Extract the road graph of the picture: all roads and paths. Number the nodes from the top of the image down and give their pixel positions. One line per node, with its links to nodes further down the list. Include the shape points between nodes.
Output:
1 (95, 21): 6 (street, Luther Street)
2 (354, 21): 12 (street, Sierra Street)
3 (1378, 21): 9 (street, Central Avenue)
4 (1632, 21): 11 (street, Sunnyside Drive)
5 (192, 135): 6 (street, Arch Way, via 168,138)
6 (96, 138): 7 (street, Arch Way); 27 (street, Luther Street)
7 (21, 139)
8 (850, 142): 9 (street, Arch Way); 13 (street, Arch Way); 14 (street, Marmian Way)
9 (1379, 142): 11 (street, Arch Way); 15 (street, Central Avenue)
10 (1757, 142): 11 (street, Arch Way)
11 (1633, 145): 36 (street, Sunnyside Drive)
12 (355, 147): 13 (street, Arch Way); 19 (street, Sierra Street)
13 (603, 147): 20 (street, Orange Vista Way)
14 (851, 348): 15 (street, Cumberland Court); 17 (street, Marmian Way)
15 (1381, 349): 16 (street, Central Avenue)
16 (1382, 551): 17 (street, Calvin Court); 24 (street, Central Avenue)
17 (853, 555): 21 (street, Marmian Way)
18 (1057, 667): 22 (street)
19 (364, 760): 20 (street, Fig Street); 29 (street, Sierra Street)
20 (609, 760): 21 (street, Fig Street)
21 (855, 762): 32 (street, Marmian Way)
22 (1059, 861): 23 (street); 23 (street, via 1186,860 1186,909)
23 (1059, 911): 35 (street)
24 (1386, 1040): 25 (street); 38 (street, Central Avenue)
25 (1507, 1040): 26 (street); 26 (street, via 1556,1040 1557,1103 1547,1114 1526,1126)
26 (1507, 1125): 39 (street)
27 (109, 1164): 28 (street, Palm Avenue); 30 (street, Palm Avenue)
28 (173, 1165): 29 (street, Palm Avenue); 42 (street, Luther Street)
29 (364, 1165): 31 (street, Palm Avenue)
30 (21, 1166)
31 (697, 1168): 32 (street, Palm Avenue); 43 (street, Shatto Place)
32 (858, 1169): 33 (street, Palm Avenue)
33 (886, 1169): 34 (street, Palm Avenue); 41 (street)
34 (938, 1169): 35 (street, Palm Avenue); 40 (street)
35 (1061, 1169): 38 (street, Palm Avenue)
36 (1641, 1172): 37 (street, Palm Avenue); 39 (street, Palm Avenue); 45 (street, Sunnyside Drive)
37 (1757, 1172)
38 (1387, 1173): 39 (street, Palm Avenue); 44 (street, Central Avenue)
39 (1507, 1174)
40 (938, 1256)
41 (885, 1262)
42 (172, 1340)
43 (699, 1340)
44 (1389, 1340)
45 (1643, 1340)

━━━━━━━━━━

#### [EXERCISE]
Print all records shown above, word for word.

#### [REPLY TO THE EXERCISE]
Extract the road graph of the picture: all roads and paths. Number the nodes from the top of the image down and give their pixel positions. One line per node, with its links to nodes further down the list. Include the shape points between nodes.
Output:
1 (95, 21): 6 (street, Luther Street)
2 (354, 21): 12 (street, Sierra Street)
3 (1378, 21): 9 (street, Central Avenue)
4 (1632, 21): 11 (street, Sunnyside Drive)
5 (192, 135): 6 (street, Arch Way, via 168,138)
6 (96, 138): 7 (street, Arch Way); 27 (street, Luther Street)
7 (21, 139)
8 (850, 142): 9 (street, Arch Way); 13 (street, Arch Way); 14 (street, Marmian Way)
9 (1379, 142): 11 (street, Arch Way); 15 (street, Central Avenue)
10 (1757, 142): 11 (street, Arch Way)
11 (1633, 145): 36 (street, Sunnyside Drive)
12 (355, 147): 13 (street, Arch Way); 19 (street, Sierra Street)
13 (603, 147): 20 (street, Orange Vista Way)
14 (851, 348): 15 (street, Cumberland Court); 17 (street, Marmian Way)
15 (1381, 349): 16 (street, Central Avenue)
16 (1382, 551): 17 (street, Calvin Court); 24 (street, Central Avenue)
17 (853, 555): 21 (street, Marmian Way)
18 (1057, 667): 22 (street)
19 (364, 760): 20 (street, Fig Street); 29 (street, Sierra Street)
20 (609, 760): 21 (street, Fig Street)
21 (855, 762): 32 (street, Marmian Way)
22 (1059, 861): 23 (street); 23 (street, via 1186,860 1186,909)
23 (1059, 911): 35 (street)
24 (1386, 1040): 25 (street); 38 (street, Central Avenue)
25 (1507, 1040): 26 (street); 26 (street, via 1556,1040 1557,1103 1547,1114 1526,1126)
26 (1507, 1125): 39 (street)
27 (109, 1164): 28 (street, Palm Avenue); 30 (street, Palm Avenue)
28 (173, 1165): 29 (street, Palm Avenue); 42 (street, Luther Street)
29 (364, 1165): 31 (street, Palm Avenue)
30 (21, 1166)
31 (697, 1168): 32 (street, Palm Avenue); 43 (street, Shatto Place)
32 (858, 1169): 33 (street, Palm Avenue)
33 (886, 1169): 34 (street, Palm Avenue); 41 (street)
34 (938, 1169): 35 (street, Palm Avenue); 40 (street)
35 (1061, 1169): 38 (street, Palm Avenue)
36 (1641, 1172): 37 (street, Palm Avenue); 39 (street, Palm Avenue); 45 (street, Sunnyside Drive)
37 (1757, 1172)
38 (1387, 1173): 39 (street, Palm Avenue); 44 (street, Central Avenue)
39 (1507, 1174)
40 (938, 1256)
41 (885, 1262)
42 (172, 1340)
43 (699, 1340)
44 (1389, 1340)
45 (1643, 1340)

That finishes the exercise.